William M. Isaac’s Senseless Panic makes great reading for any banker seeking to understand the causes of the near-financial-meltdown. It should be required reading for lawmakers and regulators.
Guided tour of disaster, by a veteran
Isaac, longtime consultant, brings tremendous perspective to the crisis in that he headed the FDIC during the financial downturn of the 1980s.
To provide context he takes the reader back to 1978, and compares the regulatory environment in that recession to the one that existed coming into this one. He draws very clear distinctions between the way the saving and loan crisis was handled by the now-defunct Federal Savings and Loan Insurance Corp. (badly) and the treatment by FDIC of the savings bank downturn (better).
FDIC was able to get out ahead of the looming problems for the savings banks industry and was able to isolate issues, and to a large extent, prevent institutions from attempting to grow out of problems. The resolutions of problem institutions were well orchestrated and matched regulatory rigor with common sense. In Isaac’s opinion, much of this latitude went out the window when Congress subsequently passed legislation mandating Prompt Corrective Action.
From this point, Isaac walks the reader through the “high” points of the earlier crisis. These include the Penn Square failure, the collapse of the Butcher family’s banking empire, and the collapse of Continental Illinois. With the latter, front seats are provided in the boardroom as the issues developed, and FDIC worked to keep a lid on to prevent a systemic spread of the problems.
This brings light to the often-repeated buzzwords, “too big to fail”. The key issue is not the size of the institution, Isaac believes, but the extent to which it is interconnected to the financial system.
Putting modern crisis into perspective
Against this background, Isaac reveals the numerous mistakes made from the late 1980s up to, and including, the current situation. They are cataloged, and discussed in great detail. They include many issues which are frequently discussed at ABA events, and are reflective of many efforts by the ABA to help policymakers correct these shortcomings. Among the topics analyzed are mark-to market accounting; deposit insurance premiums; prompt corrective action; capital models which predict the future based solely on a slice of the recent past; loan securitization; loan loss reserves, and, of course, Freddie and Fannie.
Isaac and the ABA share the theme of the pro-cyclical effects that policymakers and regulators have unleashed on the banking industry.
Though a former agency chief, Isaac spares no one who he thinks messed up. Isaac turns a blinding light on the shortcomings of the SEC and FASB in establishing rules and regulations that literally burned billions and billions of dollars of capital out of the banking system, precisely at the worst time. His book provides tremendous depth of insight into their culpability, and should serve as a guide for policymakers in making some changes.

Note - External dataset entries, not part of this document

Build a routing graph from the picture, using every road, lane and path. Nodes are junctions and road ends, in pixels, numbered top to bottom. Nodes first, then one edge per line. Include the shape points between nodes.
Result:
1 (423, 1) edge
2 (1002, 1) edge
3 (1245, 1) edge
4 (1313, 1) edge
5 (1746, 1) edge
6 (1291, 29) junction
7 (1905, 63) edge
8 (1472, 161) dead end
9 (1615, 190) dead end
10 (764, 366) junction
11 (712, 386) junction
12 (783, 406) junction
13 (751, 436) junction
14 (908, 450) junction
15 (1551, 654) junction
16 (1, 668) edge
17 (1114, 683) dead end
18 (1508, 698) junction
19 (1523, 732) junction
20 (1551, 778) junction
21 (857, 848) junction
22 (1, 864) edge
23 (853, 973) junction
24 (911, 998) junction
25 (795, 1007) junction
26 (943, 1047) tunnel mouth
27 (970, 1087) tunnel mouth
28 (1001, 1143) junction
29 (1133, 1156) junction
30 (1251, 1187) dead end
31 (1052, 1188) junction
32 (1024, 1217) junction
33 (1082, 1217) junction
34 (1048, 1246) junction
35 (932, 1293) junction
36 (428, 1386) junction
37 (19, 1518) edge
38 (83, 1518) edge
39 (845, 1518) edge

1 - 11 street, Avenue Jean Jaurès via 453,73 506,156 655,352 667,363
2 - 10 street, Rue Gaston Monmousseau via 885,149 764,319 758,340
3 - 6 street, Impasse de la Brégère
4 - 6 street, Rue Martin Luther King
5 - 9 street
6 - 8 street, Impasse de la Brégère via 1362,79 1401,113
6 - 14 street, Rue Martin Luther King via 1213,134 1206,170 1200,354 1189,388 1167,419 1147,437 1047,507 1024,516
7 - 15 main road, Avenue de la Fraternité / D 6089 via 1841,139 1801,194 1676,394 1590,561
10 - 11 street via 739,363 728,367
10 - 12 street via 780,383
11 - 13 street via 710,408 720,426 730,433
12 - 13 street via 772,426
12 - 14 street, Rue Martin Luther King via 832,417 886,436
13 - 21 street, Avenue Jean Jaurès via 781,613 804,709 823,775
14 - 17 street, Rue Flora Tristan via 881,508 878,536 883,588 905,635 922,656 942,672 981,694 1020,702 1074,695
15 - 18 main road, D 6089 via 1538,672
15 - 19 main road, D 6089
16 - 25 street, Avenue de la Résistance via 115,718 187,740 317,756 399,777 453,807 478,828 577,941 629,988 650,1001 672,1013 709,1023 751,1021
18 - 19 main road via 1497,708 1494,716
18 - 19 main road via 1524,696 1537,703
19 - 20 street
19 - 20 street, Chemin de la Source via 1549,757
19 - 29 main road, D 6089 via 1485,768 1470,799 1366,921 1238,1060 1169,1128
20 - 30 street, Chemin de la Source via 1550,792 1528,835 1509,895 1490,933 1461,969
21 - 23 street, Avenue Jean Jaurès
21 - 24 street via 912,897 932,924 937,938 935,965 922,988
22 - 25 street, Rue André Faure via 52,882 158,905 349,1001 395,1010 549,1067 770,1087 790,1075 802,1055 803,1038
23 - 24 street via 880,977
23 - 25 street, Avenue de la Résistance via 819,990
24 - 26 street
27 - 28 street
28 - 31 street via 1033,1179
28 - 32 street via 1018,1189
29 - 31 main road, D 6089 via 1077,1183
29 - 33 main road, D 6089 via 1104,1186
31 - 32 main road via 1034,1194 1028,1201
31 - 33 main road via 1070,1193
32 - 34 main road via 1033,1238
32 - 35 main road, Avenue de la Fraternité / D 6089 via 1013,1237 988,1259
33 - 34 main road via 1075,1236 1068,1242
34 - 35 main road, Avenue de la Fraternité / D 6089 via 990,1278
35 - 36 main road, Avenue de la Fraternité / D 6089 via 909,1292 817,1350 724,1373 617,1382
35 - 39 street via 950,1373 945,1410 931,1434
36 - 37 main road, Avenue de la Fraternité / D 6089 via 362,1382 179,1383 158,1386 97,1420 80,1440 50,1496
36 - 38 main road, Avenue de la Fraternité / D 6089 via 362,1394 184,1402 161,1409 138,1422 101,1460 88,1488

Analyzing Washington’s reaction to failure
Senseless Panic next takes the reader through the crisis and critiques each step taken in what Isaac calls a “schizophrenic failure resolution.” Inconsistencies and political interference are laid bare for the reader.
As the book ends, Isaac shows his prowess as not just a writer who can criticize the past, but one who can offer concrete suggestions for change in the future which, if implemented, could either avoid or blunt future crises.
The solutions are refreshingly laced with common sense, and are remarkably consistent with many ABA positions.
William M. Isaac has once again served his industry well in writing Senseless Panic. It will stand for a long time as a thorough review of what got the industry to where it is today, who is really responsible, and what should be done to prevent it from happening again.